Winter 2001 - Vol 25 (4)

Editorial Malcolm Hill

Newspoints

Adjusting to a foster family: children’s perspectives
Ellen Heptinstall, Kalwant Bhopal and Julia Brannen

Looked after children’s adjustment to negative experiences of family life and the move to a foster family have traditionally been approached in terms of resilience in response to adversity and adaptive strategies related to insecure attachment. In the context of a general study about children’s experiences of family life, the authors add to this psychological approach to children’s adaptation by introducing the sociological notion that children actively make sense of their experiences. Case studies highlight the different ways in which children perceive their foster care situation. Comparisons with children living with at least one birth parent show that in some respects looked after children’s perspectives of family life reflect their adverse early experiences, while in other ways their interpretation of their situation is based on common perceptions they share with other children.

Ellen Heptinstall is Research Associate at the Thomas Coram Research Unit, Institute of Education, and a Research Officer at the Institute of Psychiatry, both part of the University of London

Kalwant Bhopal is Lecturer in Sociology at Middlesex University, London

Julia Brannen is Professor in the Sociology of the Family, Thomas Coram Research Unit

‘A life more ordinary’: what children want from foster placements
Ian Sinclair, Kate Wilson and Ian Gibbs

Based on findings from their recent study, Sinclair et al discuss the criteria which foster care needs to meet if it is to fulfil the requirements of looked after children. Analysis of 150 postal questionnaires from foster children showed five main preoccupations: the care they received from their foster families; the relationship between their feelings for their foster and their birth families; their contact with and prospects of return to their birth families; the predictability of their care careers and their own say in them; and the ‘ordinariness’ or lack of it in their lives.
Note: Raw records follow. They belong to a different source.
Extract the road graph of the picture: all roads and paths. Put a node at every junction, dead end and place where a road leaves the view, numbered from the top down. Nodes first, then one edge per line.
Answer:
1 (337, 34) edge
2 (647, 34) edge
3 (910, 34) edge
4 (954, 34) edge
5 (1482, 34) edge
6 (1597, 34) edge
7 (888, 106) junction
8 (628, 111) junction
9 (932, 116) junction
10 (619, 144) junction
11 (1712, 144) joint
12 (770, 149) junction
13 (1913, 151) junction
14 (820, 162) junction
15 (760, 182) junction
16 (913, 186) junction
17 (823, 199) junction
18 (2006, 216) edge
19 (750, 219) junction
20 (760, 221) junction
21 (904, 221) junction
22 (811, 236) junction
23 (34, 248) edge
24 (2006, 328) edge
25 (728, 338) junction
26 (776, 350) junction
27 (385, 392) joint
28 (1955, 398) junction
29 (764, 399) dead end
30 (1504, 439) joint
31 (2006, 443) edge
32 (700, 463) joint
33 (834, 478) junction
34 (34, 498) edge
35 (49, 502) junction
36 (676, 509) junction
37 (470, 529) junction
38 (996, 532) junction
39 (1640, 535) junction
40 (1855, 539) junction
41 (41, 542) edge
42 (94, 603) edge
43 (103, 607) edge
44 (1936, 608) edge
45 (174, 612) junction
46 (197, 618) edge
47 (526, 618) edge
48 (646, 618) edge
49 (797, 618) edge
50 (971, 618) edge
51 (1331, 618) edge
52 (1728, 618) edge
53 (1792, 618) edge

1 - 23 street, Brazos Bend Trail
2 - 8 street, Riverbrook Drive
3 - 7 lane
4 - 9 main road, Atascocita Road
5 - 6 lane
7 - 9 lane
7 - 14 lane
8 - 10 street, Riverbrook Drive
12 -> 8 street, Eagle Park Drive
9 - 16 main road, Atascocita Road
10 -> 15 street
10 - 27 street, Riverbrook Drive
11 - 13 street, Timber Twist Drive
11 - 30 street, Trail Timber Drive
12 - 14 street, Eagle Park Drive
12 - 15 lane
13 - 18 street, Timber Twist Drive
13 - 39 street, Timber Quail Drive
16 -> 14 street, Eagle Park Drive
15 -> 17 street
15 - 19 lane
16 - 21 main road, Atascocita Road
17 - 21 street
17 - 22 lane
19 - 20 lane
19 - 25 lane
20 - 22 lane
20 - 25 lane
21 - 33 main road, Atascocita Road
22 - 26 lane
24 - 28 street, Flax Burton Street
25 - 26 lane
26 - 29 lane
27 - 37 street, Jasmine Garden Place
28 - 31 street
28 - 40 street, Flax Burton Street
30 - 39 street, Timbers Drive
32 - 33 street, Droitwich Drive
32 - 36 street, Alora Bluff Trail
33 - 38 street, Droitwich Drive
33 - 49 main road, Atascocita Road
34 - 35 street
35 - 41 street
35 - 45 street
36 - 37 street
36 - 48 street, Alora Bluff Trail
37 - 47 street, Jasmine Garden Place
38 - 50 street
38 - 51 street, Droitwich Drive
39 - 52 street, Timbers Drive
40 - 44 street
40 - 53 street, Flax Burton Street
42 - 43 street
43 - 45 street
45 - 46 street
Despite these common preoccupations, the children varied widely in what they wanted (eg whether they wanted to return home).
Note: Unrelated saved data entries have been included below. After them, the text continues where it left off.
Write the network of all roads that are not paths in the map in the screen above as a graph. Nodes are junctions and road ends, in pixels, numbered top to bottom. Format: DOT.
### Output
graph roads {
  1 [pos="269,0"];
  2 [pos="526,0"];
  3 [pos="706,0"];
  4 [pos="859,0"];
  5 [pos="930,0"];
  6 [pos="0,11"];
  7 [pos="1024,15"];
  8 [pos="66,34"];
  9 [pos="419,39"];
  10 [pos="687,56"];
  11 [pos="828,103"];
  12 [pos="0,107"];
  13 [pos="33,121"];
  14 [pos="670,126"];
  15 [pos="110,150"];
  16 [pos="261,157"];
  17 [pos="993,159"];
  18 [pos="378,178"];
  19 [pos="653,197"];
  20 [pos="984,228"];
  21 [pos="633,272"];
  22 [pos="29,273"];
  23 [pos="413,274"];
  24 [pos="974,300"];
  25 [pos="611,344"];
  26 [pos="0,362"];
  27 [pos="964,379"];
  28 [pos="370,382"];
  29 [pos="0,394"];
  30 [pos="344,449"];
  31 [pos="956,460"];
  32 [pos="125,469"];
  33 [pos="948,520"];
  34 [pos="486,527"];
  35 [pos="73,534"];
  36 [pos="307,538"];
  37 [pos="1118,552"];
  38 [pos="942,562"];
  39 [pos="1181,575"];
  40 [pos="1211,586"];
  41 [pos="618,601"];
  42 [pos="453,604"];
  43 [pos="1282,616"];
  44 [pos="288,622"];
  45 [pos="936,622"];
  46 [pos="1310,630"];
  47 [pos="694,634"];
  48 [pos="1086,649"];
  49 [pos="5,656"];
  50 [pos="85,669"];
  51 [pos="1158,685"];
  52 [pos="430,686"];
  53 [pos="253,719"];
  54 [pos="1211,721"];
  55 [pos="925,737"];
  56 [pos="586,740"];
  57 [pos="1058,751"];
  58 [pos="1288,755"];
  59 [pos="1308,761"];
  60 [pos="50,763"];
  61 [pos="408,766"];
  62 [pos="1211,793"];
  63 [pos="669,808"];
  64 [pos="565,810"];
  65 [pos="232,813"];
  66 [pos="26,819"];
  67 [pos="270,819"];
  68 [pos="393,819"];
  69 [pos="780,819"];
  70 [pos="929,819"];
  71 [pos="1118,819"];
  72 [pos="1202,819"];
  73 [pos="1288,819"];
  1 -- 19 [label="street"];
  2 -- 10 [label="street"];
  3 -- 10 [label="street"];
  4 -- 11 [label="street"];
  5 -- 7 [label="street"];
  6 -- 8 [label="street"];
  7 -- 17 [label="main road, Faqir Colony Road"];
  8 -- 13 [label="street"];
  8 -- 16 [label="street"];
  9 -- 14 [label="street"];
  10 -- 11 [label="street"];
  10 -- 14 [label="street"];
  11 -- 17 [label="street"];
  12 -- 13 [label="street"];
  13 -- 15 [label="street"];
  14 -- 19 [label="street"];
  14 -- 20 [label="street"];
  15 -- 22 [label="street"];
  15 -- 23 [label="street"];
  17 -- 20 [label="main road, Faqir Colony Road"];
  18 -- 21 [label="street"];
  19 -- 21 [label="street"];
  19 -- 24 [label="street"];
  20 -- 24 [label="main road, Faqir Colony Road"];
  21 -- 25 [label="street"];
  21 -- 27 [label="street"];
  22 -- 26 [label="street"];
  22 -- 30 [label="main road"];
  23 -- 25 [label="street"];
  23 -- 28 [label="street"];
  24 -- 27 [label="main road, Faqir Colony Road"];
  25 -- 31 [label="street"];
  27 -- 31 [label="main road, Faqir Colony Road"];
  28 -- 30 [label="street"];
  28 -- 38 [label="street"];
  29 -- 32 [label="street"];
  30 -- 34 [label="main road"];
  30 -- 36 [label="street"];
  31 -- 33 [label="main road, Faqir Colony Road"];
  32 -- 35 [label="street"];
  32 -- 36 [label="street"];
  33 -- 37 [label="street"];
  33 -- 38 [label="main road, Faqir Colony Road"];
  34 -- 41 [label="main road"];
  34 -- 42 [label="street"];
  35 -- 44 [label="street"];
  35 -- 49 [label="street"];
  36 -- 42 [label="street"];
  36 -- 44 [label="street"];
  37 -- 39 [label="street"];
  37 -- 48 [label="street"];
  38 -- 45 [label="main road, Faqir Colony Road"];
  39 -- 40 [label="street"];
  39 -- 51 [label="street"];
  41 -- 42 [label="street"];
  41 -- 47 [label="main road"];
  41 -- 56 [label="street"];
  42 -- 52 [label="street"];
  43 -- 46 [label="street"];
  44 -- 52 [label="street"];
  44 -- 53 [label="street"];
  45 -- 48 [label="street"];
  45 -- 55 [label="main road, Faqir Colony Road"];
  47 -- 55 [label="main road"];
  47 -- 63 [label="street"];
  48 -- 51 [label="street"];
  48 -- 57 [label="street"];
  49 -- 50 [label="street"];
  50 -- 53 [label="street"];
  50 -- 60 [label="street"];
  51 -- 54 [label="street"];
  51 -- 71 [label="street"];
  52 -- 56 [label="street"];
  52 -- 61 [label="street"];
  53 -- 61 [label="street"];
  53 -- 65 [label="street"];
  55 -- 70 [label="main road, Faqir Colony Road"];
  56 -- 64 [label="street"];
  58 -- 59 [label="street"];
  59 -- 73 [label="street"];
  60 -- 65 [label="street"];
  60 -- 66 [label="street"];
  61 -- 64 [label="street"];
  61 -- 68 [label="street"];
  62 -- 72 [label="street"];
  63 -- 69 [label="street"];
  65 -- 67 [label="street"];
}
Ian Sinclair is Research Professor and Co-director of the Social Work Research and Development Unit, University of York

Kate Wilson is Professor of Social Work, University of Nottingham

Ian Gibbs is a Senior Research Fellow at the University of York, where he is currently engaged in research on foster care and children’s homes

Mental health services for looked after children: implications from two studies
Helen Minnis and Christina Del Priore

Two recent studies by Glasgow researchers have highlighted the high level of emotional and behavioural difficulties experienced by looked after children. One was a survey of children entering the care system (Dimigen et al, 1999) while the other was a randomised controlled trial of a training programme for foster carers. The survey was carried out in Glasgow, while the trial was carried out across another part of the Central Belt of Scotland. Despite their different designs and geographical areas, the two studies came up with complementary results. The authors synthesise these results and use them to argue that practitioners need to take a fresh look at mental health services for looked after children and at the assessments which should determine what these children need.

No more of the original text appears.